Belden scoops Miranda

June 6, 2012

By Colin Mann

Signal transmission solutions provider Belden has entered into a definitive agreement to make an all-cash offer to acquire digital TV hardware and software specialist Miranda Technologies for C$17.00 (€13.14) per share, valuing Miranda at C$345 million. Belden says the combined company will be a clear leader in the broadcast market for networking, connectivity, and cable solutions.

The board of directors of Miranda, after consultation with its financial and legal advisors, has unanimously agreed to recommend to Miranda shareholders that they accept the offer and tender their shares accordingly.

“This acquisition is another step in the ongoing transformation taking place at Belden,” said John Stroup, President and CEO of Belden. “We believe that the combined company would be a leader in one of Belden’s target market segments and would deliver considerable value for Belden customers and shareholders, as well as provide growth opportunities to Miranda employees. As Hirschmann significantly enhanced our industrial portfolio, we expect Miranda to have a similar impact on our broadcast business. I’m excited about the opportunity ahead for us.”

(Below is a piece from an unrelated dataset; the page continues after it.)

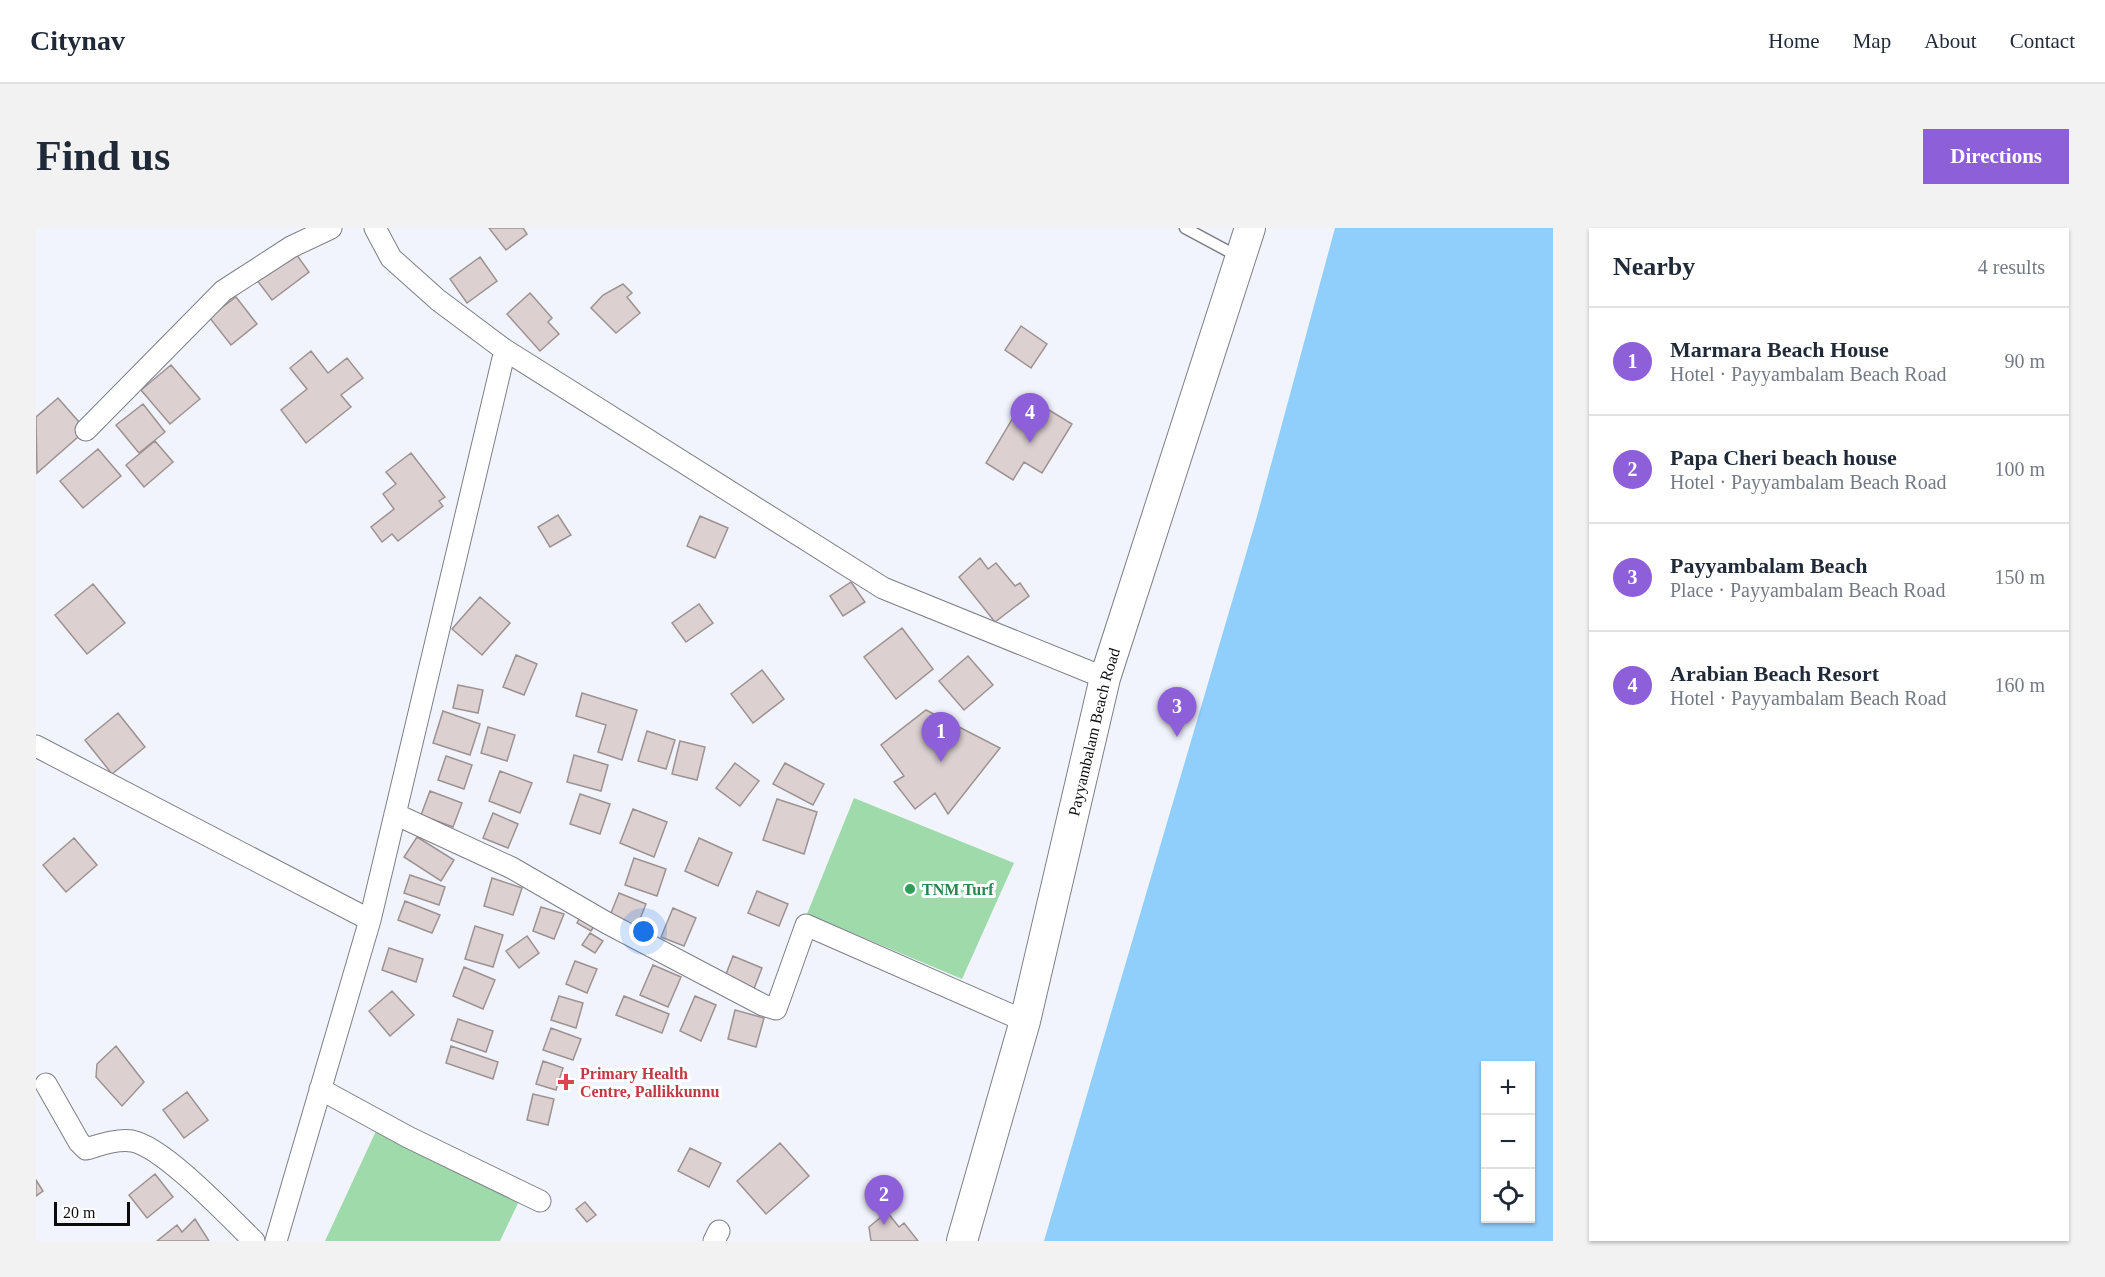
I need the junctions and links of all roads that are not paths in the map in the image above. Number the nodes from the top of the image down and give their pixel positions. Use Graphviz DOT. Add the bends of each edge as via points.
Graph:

Miranda and Belden will develop an integration plan that best leverages the combined capabilities of the two companies. Belden has no plans for any changes to Miranda’s existing operations, including the R&D and manufacturing operations located at its Montreal base, and it is not expected that there will be any significant changes to employment levels. With no significant product overlap, the primary focus will be to ensure continuity of supply and support for customers of both companies.

Strath Goodship, Miranda’s President and Chief Executive Officer, said the offer reflected the value created by its employees, management team and Board of Directors. “This is an attractive opportunity for Miranda shareholders to realise a significant premium for their shares in an all cash deal. Belden has a strong portfolio of successful businesses, proven experience with many of our broadcast customers, and a solid reputation in Canada and Montreal. Our businesses and technologies are highly complementary and bringing them together will generate a more complete set of end-to-end solutions for our customers. Together, we can continue to build on our success as a premium provider to the broadcast industry,” he declared.

A statement from Miranda said the offer represented the culmination of the strategic review process initiated by the Corporation’s Board of Directors in March 2012 in order to review opportunities to further enhance value and build on the Corporation’s momentum.

The offer represents a premium of 42 per cent to the 90-trading day Volume Weighted Average Share Price of C$11.99 as of June 4, 2012, the last trading day before the announcement of the offer.